# 11/30 ulm



## Rack Ranch (May 25, 2004)

Gin Clear Water!!! As a result, I think, the trout were right up next to the grass ambushing bait. Every fish I caught was within a foot or two of the grass line. Casting anywhere else was a waste of time. No bigg'uns but caught 16 to get my limit of 5 then waded in. Corky Fat Boy #99

BTW I think the water will stay this way until we get some wind next week.


----------



## irbjd (Aug 11, 2005)

Nice. That's a great clear water color.


----------



## troutsupport (May 22, 2006)

Nice work buddy!


----------



## Rack Ranch (May 25, 2004)

Hammered them again yesterday but nothing to big. Tides were super low so we fished the channels. Plum Nasty was color of choice. No offense Tobin, but I can't seem to get away from my Paul Brown's. Confidence thing.


----------



## troutsupport (May 22, 2006)

Oh, I'm still going to fish with other baits too.. I use my bait when I need it and still use fat boys when I can use them. it's more like a 66degree wedge in the bag when you need it you got it.


----------



## huntfish2011 (Jun 16, 2011)

Nice report!

I fished out of Bluffs the 15 and 16th throwing paddle tails. I didn't care much for the rain but the fish were hungry; which made the rain tolerable. 

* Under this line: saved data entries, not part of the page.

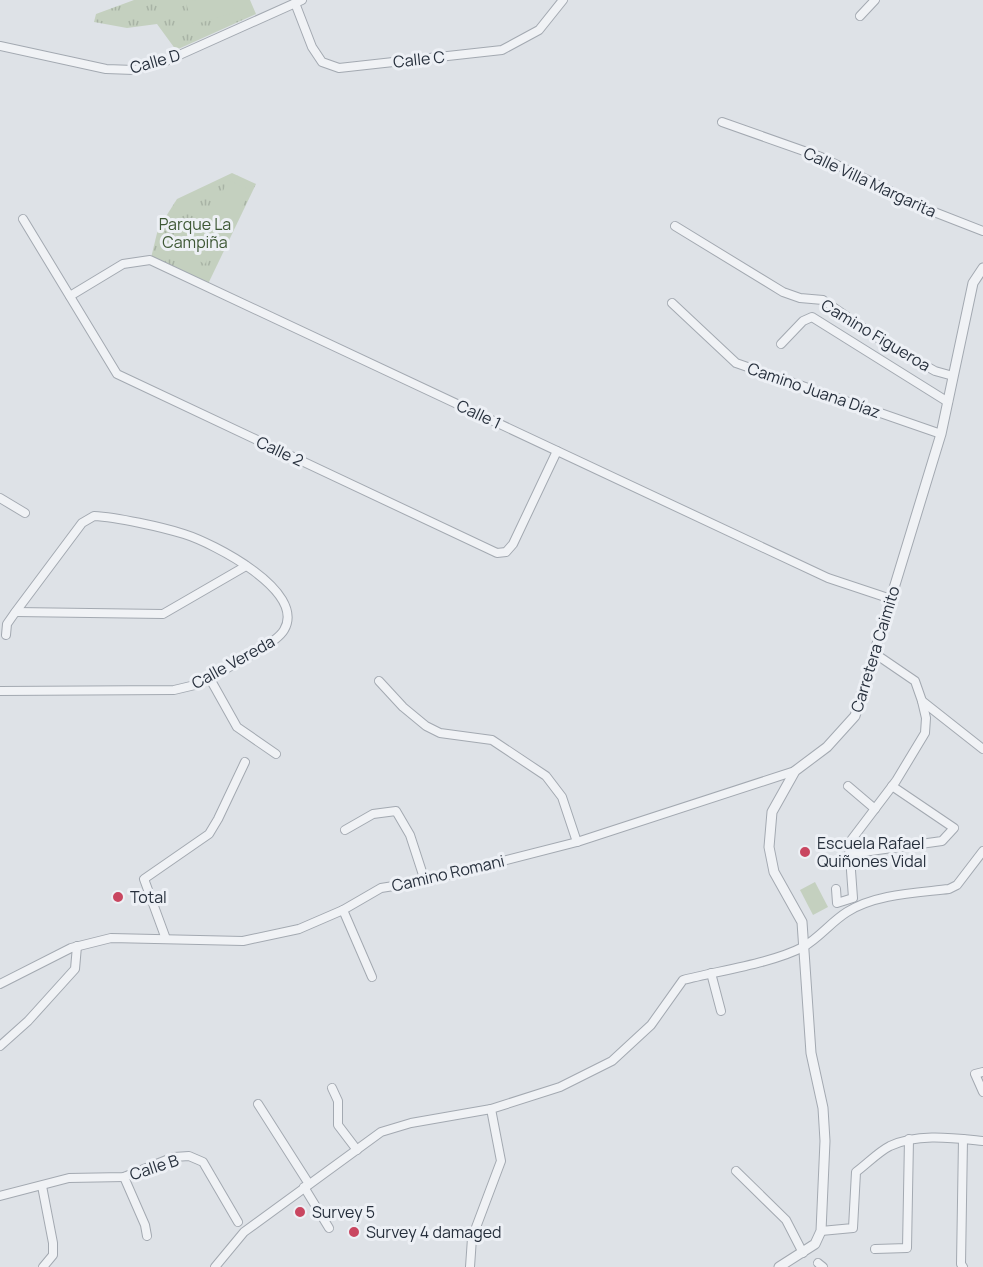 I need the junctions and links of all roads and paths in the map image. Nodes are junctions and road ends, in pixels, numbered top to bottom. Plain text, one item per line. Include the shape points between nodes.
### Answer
1 (563, 0) edge
2 (875, 0) edge
3 (298, 2) edge
4 (860, 16) dead end
5 (0, 46) edge
6 (722, 122) dead end
7 (23, 219) dead end
8 (675, 226) dead end
9 (983, 231) edge
10 (983, 268) edge
11 (70, 296) junction
12 (672, 303) dead end
13 (781, 344) dead end
14 (953, 376) junction
15 (948, 402) junction
16 (941, 434) junction
17 (557, 451) junction
18 (0, 498) edge
19 (25, 513) dead end
20 (246, 566) junction
21 (891, 599) junction
22 (16, 612) junction
23 (6, 635) dead end
24 (874, 653) junction
25 (209, 677) junction
26 (380, 681) dead end
27 (0, 691) edge
28 (922, 701) junction
29 (983, 749) edge
30 (276, 754) dead end
31 (245, 762) dead end
32 (795, 771) junction
33 (848, 786) dead end
34 (892, 786) junction
35 (875, 809) junction
36 (345, 830) dead end
37 (577, 842) junction
38 (849, 854) junction
39 (982, 856) edge
40 (425, 881) junction
41 (836, 890) dead end
42 (343, 910) junction
43 (166, 939) junction
44 (76, 946) junction
45 (803, 947) junction
46 (711, 973) junction
47 (372, 977) dead end
48 (0, 984) edge
49 (721, 1011) dead end
50 (0, 1046) edge
51 (983, 1072) edge
52 (332, 1088) dead end
53 (983, 1092) edge
54 (258, 1104) dead end
55 (491, 1109) junction
56 (909, 1139) junction
57 (963, 1139) junction
58 (983, 1141) edge
59 (357, 1149) junction
60 (736, 1171) dead end
61 (124, 1177) junction
62 (42, 1185) junction
63 (307, 1186) junction
64 (0, 1196) edge
65 (238, 1222) dead end
66 (329, 1228) dead end
67 (821, 1231) junction
68 (147, 1236) dead end
69 (875, 1249) dead end
70 (803, 1253) junction
71 (43, 1267) edge
72 (215, 1267) edge
73 (470, 1267) edge
74 (779, 1267) edge
75 (963, 1267) edge

1 - 3 street, Calle C via 539,30 502,50 339,68 322,62 312,47
2 - 4 street
3 - 5 street, Calle D via 166,61 134,70 106,69
6 - 9 street, Calle Villa Margarita via 821,157 929,210
7 - 11 street, Calle 2
8 - 14 street, Camino Figueroa via 783,292 823,300 885,343 935,371
10 - 14 street, Carretera Caimito via 973,283
11 - 17 street, Calle 1 via 123,264 150,260
11 - 17 street, Calle 2 via 117,374 497,553 506,552 513,544
12 - 16 street, Camino Juana Díaz via 736,363
13 - 15 street via 812,317
14 - 15 street, Carretera Caimito
15 - 16 street, Carretera Caimito
16 - 21 street, Carretera Caimito
17 - 21 street, Calle 1 via 828,578
18 - 19 street
20 - 22 street via 163,614
20 - 22 street, Calle Vereda via 185,534 94,516 82,523
20 - 25 street, Calle Vereda via 280,595 287,605 287,624 276,640
21 - 24 street, Carretera Caimito
22 - 23 street, Calle Vereda via 7,624
24 - 28 street via 915,681
24 - 32 street, Carretera Caimito via 855,716 827,747
25 - 27 street, Calle Vereda via 174,690
25 - 30 street via 237,727
26 - 37 street via 426,726 440,733 492,740 546,776 562,796
28 - 29 street
28 - 34 street via 925,733
31 - 43 street via 209,834 144,879
32 - 37 street, Camino Romani
32 - 45 street, Carretera Caimito via 772,812 768,847 774,872 802,922
33 - 35 street
34 - 35 street
34 - 38 street via 954,828 942,841
35 - 38 street via 849,843
36 - 40 street via 373,814 396,811 410,835
37 - 40 street, Camino Romani
38 - 41 street via 853,898 837,903
39 - 45 street via 957,885 858,907
40 - 42 street, Camino Romani via 381,888
42 - 43 street, Camino Romani via 299,929 243,941
42 - 47 street
43 - 44 street, Camino Romani via 111,938
44 - 48 street, Camino Romani
44 - 50 street via 75,969
45 - 46 street
45 - 67 street, Carretera Caimito via 811,1053 824,1116
46 - 49 street
46 - 55 street via 683,980 651,1025 612,1061 560,1087
51 - 53 street via 975,1074
52 - 59 street via 338,1101 338,1125
54 - 63 street
55 - 59 street via 411,1123 381,1132
55 - 73 street via 501,1161 472,1238
56 - 57 street
56 - 67 street via 888,1147 856,1172 854,1228
56 - 69 street via 907,1248
57 - 58 street
57 - 75 street
59 - 63 street
60 - 70 street via 786,1220
61 - 62 street, Calle B via 69,1178
61 - 65 street, Calle B via 174,1157 189,1156 203,1162
61 - 68 street
62 - 64 street, Calle B
62 - 71 street via 53,1243 52,1255
63 - 66 street
63 - 72 street via 244,1232
67 - 70 street via 816,1244
70 - 74 street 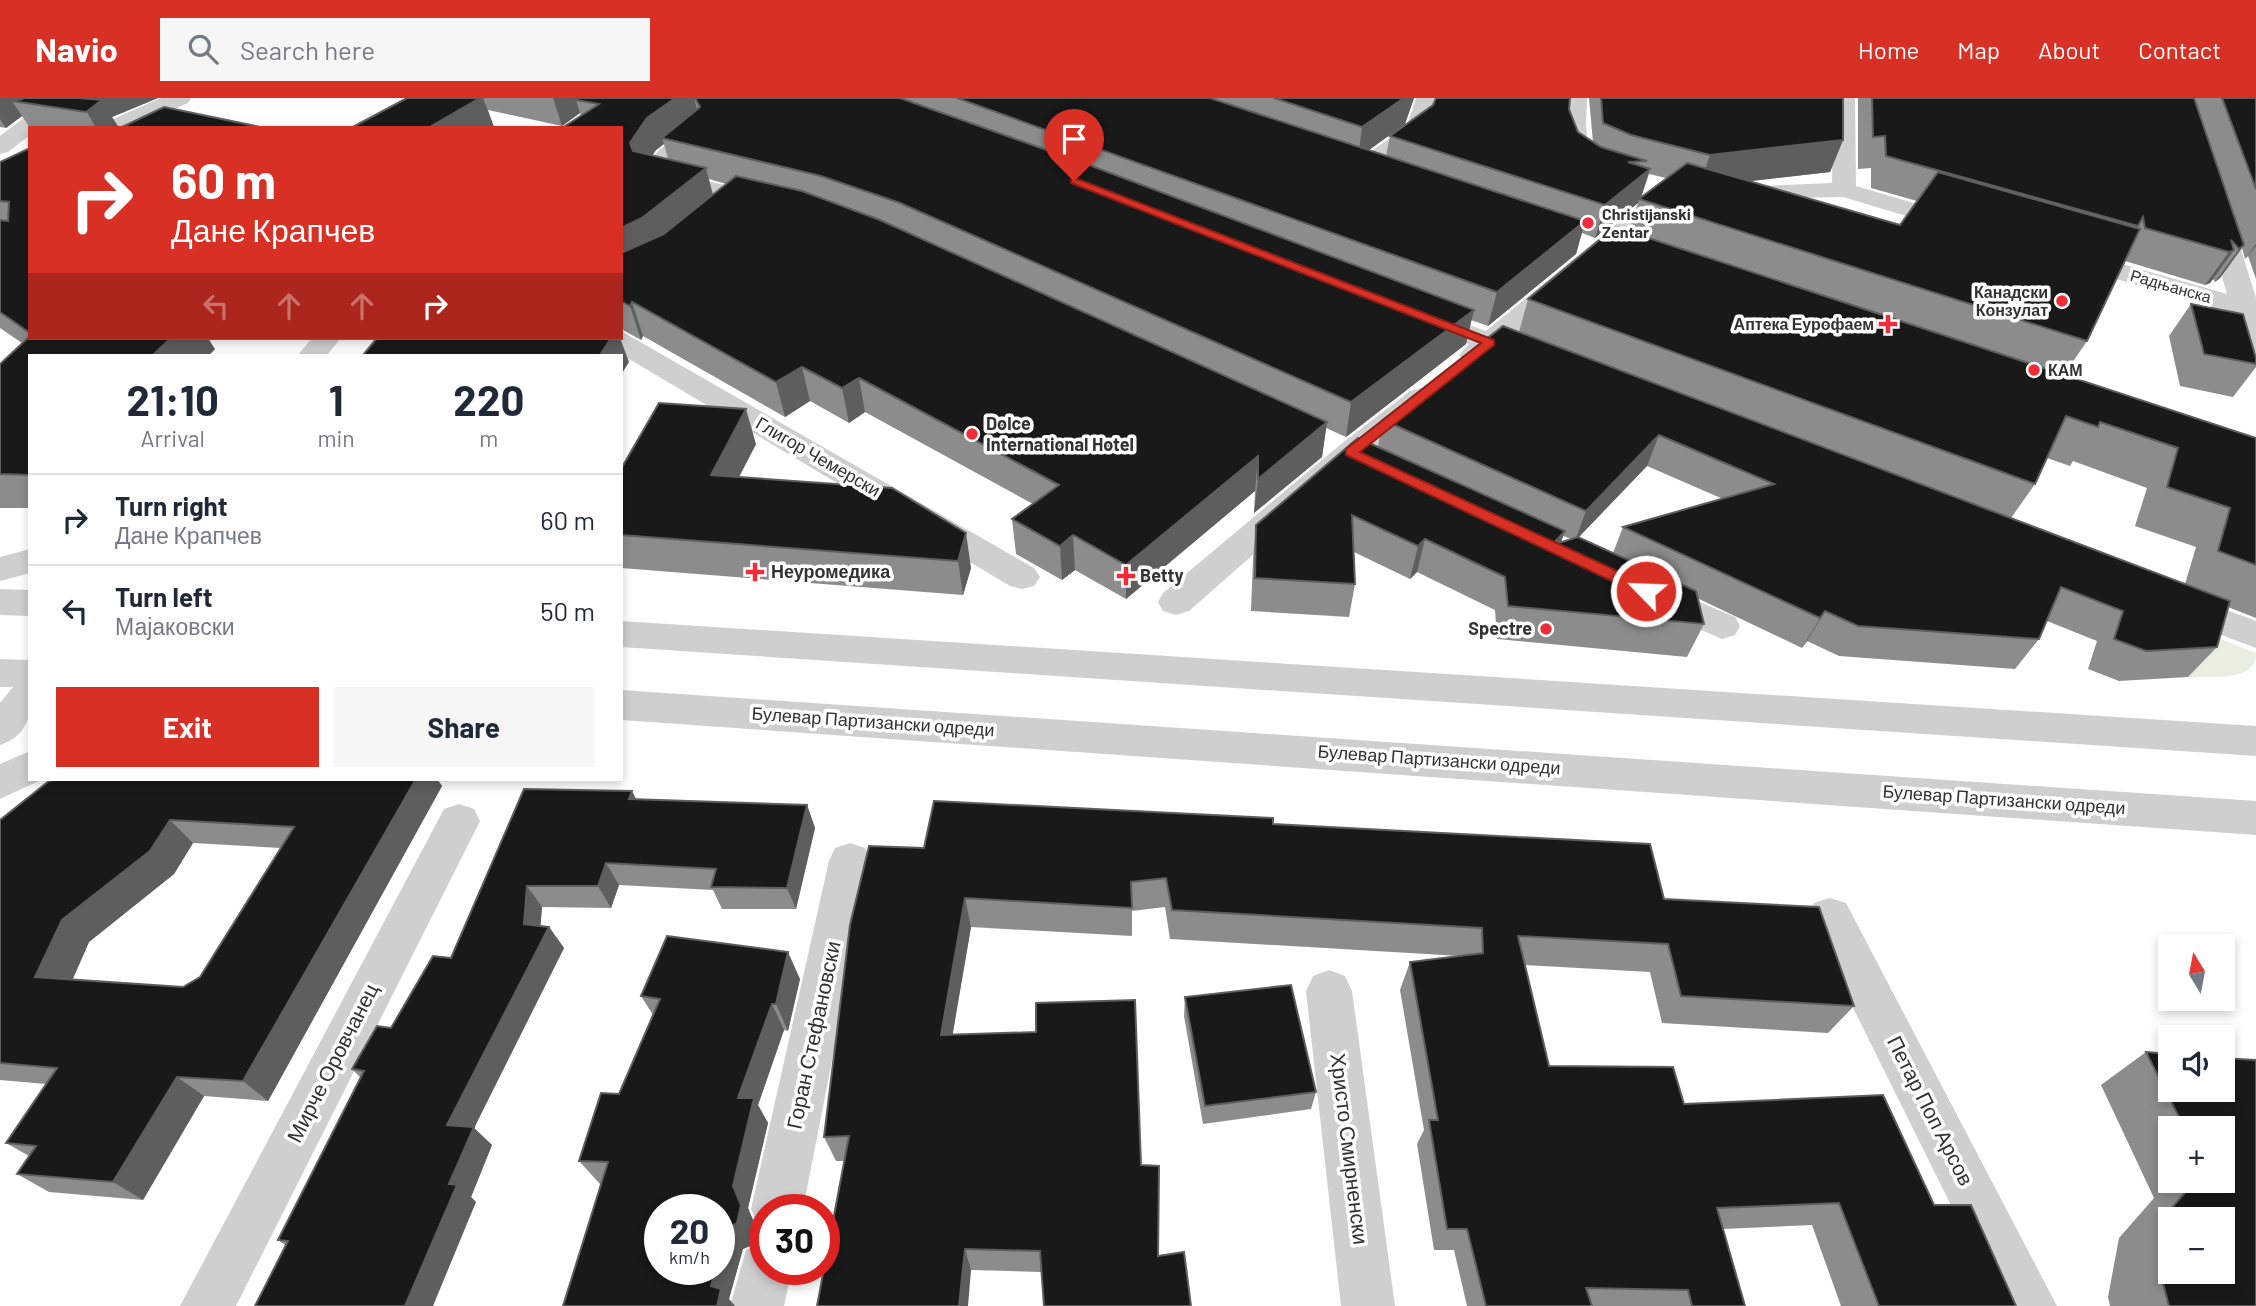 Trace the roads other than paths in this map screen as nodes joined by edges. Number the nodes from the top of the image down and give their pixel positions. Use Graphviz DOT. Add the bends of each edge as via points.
graph roads {
  1 [pos="64,98"];
  2 [pos="180,98"];
  3 [pos="1427,98"];
  4 [pos="1576,98"];
  5 [pos="1844,98"];
  6 [pos="29,126"];
  7 [pos="117,126"];
  8 [pos="28,127"];
  9 [pos="694,136"];
  10 [pos="0,149"];
  11 [pos="28,150"];
  12 [pos="1335,161"];
  13 [pos="1361,170"];
  14 [pos="1386,178"];
  15 [pos="1844,190"];
  16 [pos="2209,190"];
  17 [pos="1699,195"];
  18 [pos="739,196"];
  19 [pos="785,207"];
  20 [pos="712,218"];
  21 [pos="1987,232"];
  22 [pos="2052,251"];
  23 [pos="1404,309"];
  24 [pos="2252,310"];
  25 [pos="325,340"];
  26 [pos="617,340"];
  27 [pos="1490,342"];
  28 [pos="2256,343"];
  29 [pos="313,354"];
  30 [pos="1560,369"];
  31 [pos="28,562"];
  32 [pos="0,569"];
  33 [pos="1022,577"];
  34 [pos="1634,585"];
  35 [pos="2153,595"];
  36 [pos="0,602"];
  37 [pos="1176,602"];
  38 [pos="28,603"];
  39 [pos="1722,626"];
  40 [pos="623,634"];
  41 [pos="2256,635"];
  42 [pos="0,673"];
  43 [pos="28,674"];
  44 [pos="28,696"];
  45 [pos="623,705"];
  46 [pos="2256,720"];
  47 [pos="0,730"];
  48 [pos="2192,737"];
  49 [pos="2256,741"];
  50 [pos="28,769"];
  51 [pos="0,783"];
  52 [pos="2199,814"];
  53 [pos="2256,818"];
  54 [pos="459,821"];
  55 [pos="2256,846"];
  56 [pos="850,861"];
  57 [pos="1830,917"];
  58 [pos="1329,991"];
  59 [pos="781,1194"];
  60 [pos="762,1285"];
  61 [pos="207,1306"];
  62 [pos="757,1306"];
  63 [pos="1368,1306"];
  64 [pos="2031,1306"];
  1 -- 6 [label="street"];
  2 -- 7 [label="street"];
  3 -- 13 [label="street" via="1418,130"];
  4 -- 17 [label="street" via="1581,159 1594,168"];
  5 -- 15 [label="street"];
  8 -- 10 [label="street"];
  9 -- 18 [label="street" via="656,166 654,176"];
  10 -- 11 [label="street"];
  12 -- 13 [label="street"];
  13 -- 14 [label="street"];
  15 -- 17 [label="street"];
  15 -- 21 [label="street"];
  16 -- 24 [label="street"];
  17 -- 27 [label="street" via="1659,202"];
  18 -- 19 [label="street"];
  18 -- 20 [label="street"];
  22 -- 24 [label="street, Радњанска"];
  23 -- 27 [label="street"];
  24 -- 28 [label="street"];
  25 -- 29 [label="street"];
  26 -- 33 [label="street, Глигор Чемерски"];
  27 -- 30 [label="street"];
  27 -- 37 [label="street" via="1350,452"];
  31 -- 32 [label="street"];
  34 -- 39 [label="street"];
  35 -- 41 [label="street"];
  36 -- 38 [label="street"];
  40 -- 48 [label="street"];
  42 -- 43 [label="street"];
  44 -- 47 [label="street"];
  45 -- 52 [label="street, Булевар Партизански одреди"];
  46 -- 48 [label="street"];
  48 -- 49 [label="street"];
  50 -- 51 [label="street"];
  52 -- 53 [label="street, Булевар Партизански одреди"];
  52 -- 55 [label="street"];
  54 -- 61 [label="street, Мирче Оровчанец"];
  56 -- 59 [label="street, Горан Стефановски"];
  57 -- 64 [label="street, Петар Поп Арсов"];
  58 -- 63 [label="street, Христо Смирненски"];
  60 -- 62 [label="street"];
}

Are you fishing the Paul Brown's drifting or wading?


----------



## Rack Ranch (May 25, 2004)

Wading, I got skunked yesterday. East Kleberg, over to Rocky, east to the Gutters, then back North to KRS. One keeper trout... Went over my waders and ruined my phone at KRS. One of those days.


----------



## acoastalbender (Jul 16, 2011)

bummer ... been there done that ...


----------



## troutsupport (May 22, 2006)

yep.. one time ... actually 2x.. I got out of the boar with the smart phone in a pocket. LOL.. ouch. I always get the insurance plan.


----------